En el fondo lo que hay que pensar es cómo creamos un tejido
comunitario, una red distinta que de verdad sea solidaria, democrática,
igualitaria. Se le exige a la escuela que priorice esos valores pero al
mismo tiempo se la amenaza permanentemente con novedades que
vienen de lugares y tiempos completamente diferentes. Cuando la
escuela se juveniliza pierde mucho de su carácter y su esencia, de su
propia invención, y por lo tanto de su posibilidad de reinventarse a sí
misma. Se ha cedido demasiado. Está claro que las figuras de
youtubers reemplazan a las figuras de maestros sobre todo cuando los
educadores quieren parecerse a los youtubers en su formato, en este
entrenamiento permanente al que nos tiene este mundo
acostumbrados, de dar recetas, no perder el tiempo, ir contra el
anonimato. La escuela no debería parecerse a nada de eso. Cuando
escucho niños diciendo «y esto para qué sirve» siento que ya hemos
llegado a un límite, que es que haya niños y niñas preguntando sobre
la utilidad de lo que se hace como si no pudieran detenerse en ese
instante.
–En este marco, con el auge de las tecnologías, ¿cuál sería la
función de la escuela?
–Para mí la educación es pura generosidad, en todos los sentidos, dar
todo, poner todos los mundos sobre la mesa. Aprender a cuidar el
mundo y aprender a cuidarse del mundo, pero no de una forma
utilitaria, cuando utilitario quiere decir lucrativo, provechoso, en el
sentido de una búsqueda de un éxito individual solamente; nada más
lejano que una propuesta tan colectiva como la idea de escuela. Está
claro que nadie va a cuidar el mundo para las próximas generaciones,
y está claro que no hemos sabido cuidar a las nuevas generaciones de
nosotros mismos. En ese sentido hay mucho que revisar sobre lo que
hemos hecho como generación. Porque cuando hay tanta crítica sobre
cómo vienen los niños, las niñas, los jóvenes, hay algo que omitimos,
y es cómo hemos dejado que todo ello ocurra sin más, o incluso
adhiriendo graciosamente a esa impronta de época. Por otra parte, si
algo enseñó la pandemia es que cuidado, compañía, no son verbos
imperativos; siempre se tiene que formular un «nos cuidamos», «nos
conversamos», y eso tendrá efectos singulares que harán mejores a las
personas.
–¿Se modificó la noción de aprendizaje o la forma de aprender
con la aparición de las nuevas plataformas?

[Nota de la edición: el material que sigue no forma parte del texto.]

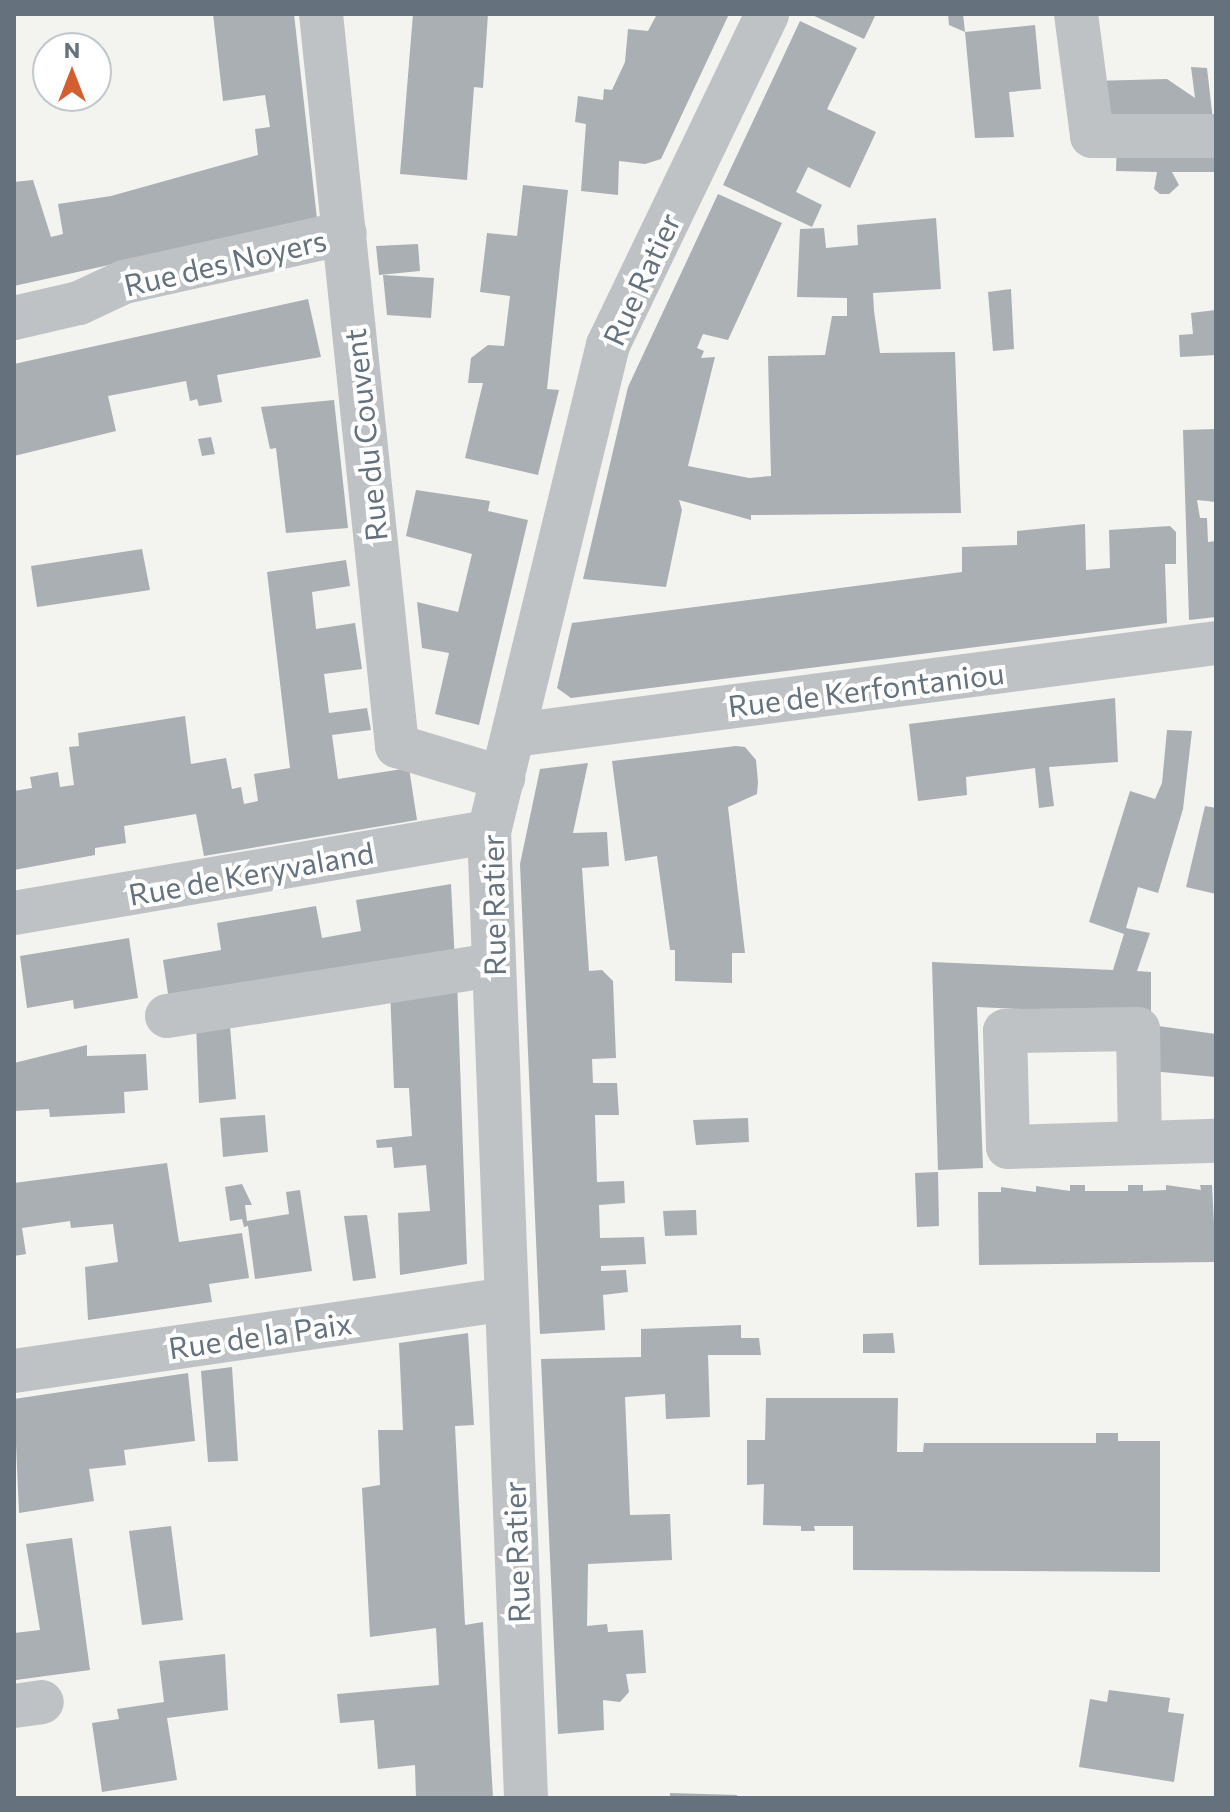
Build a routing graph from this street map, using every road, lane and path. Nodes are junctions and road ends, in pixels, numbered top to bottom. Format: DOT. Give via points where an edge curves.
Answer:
graph roads {
  1 [pos="321,14"];
  2 [pos="767,14"];
  3 [pos="1076,14"];
  4 [pos="1216,136"];
  5 [pos="345,233"];
  6 [pos="14,318"];
  7 [pos="1216,643"];
  8 [pos="515,735"];
  9 [pos="503,778"];
  10 [pos="489,832"];
  11 [pos="14,913"];
  12 [pos="493,965"];
  13 [pos="167,1016"];
  14 [pos="1216,1141"];
  15 [pos="1140,1143"];
  16 [pos="506,1299"];
  17 [pos="14,1371"];
  18 [pos="526,1798"];
  1 -- 5 [label="street, Rue du Couvent"];
  2 -- 8 [label="street, Rue Ratier" via="608,345"];
  3 -- 4 [label="street" via="1092,136"];
  5 -- 6 [label="street, Rue des Noyers" via="124,282 79,303"];
  5 -- 9 [label="street, Rue du Couvent" via="397,746"];
  7 -- 8 [label="street, Rue de Kerfontaniou"];
  8 -- 9 [label="street, Rue Ratier"];
  9 -- 10 [label="street, Rue Ratier"];
  10 -- 11 [label="street, Rue de Keryvaland"];
  10 -- 12 [label="street, Rue Ratier"];
  12 -- 13 [label="street"];
  12 -- 16 [label="street, Rue Ratier"];
  14 -- 15 [label="street"];
  16 -- 17 [label="street, Rue de la Paix"];
  16 -- 18 [label="street, Rue Ratier"];
}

–El aprendizaje es una travesía a lo largo del tiempo, no es inmediato,
nunca lo fue en la historia de la humanidad. El aprendizaje ocurre
tiempo después y sin relación transparente con lo enseñado. Hay que
quitar el carácter inmediatista del aprender. Buscar algo en Google,
como la cantidad de habitantes que tiene China, no es aprender. Ahí
podemos buscar información, datos, modos de resolver un problema
urgente, pero no es lo mismo. Hoy esto está solapado como discusión.
Hay que discutir si no estaremos llamando aprendizaje a algo que no
lo es. Aprender es darse cuenta con el tiempo qué efectos ha
producido en mí una cantidad de enseñanzas directas e indirectas.
–¿Educa nuestra escuela para la inclusión?
–Es evidente que ya va a haber una escuela más feminista. En otra
época la intención era que fuera más indígena o intercultural y creo
que en ese sentido la tendencia fue hacia lo inclusivo. Pero creo que
no se puede ser inclusivo y al mismo tiempo plantear exigencias de
rendimiento ya consagradas. En buena medida, hemos afectado
nuestro modo de recibir a los demás, de advertir la multiplicidad de
identidades, de cuerpos, de lenguajes, de sexualidades, pero las
exigencias de rendimiento siguen allí. Eso es lo que debería cambiar,
no tanto la declaración del derecho y todo el aparato jurídico sino
cómo desactivamos esas exigencias de rendimiento que son muy
peligrosas en el sentido de que te han invitado a lo común, pero te
destruyen a la hora de juzgarte; un paso en falso que he tratado de
advertir permanentemente: abrimos las escuelas para un cuerpo o
comportamiento completamente distinto pero las formas de juzgar el
rendimiento siguen exactamente iguales. Y esto no es simplemente
mejor evaluación, es directamente no juzgar. Creo que en nuestra tarea
está la responsabilidad por enseñarle a cualquiera y a eso llamé
«educación inclusiva». Hay una promesa inclusiva, pero hay una
realidad otra vez de exigencias adaptativas que no se condicen unas
con las otras.
–En relación con la educación, ¿cuál es el mayor desafío?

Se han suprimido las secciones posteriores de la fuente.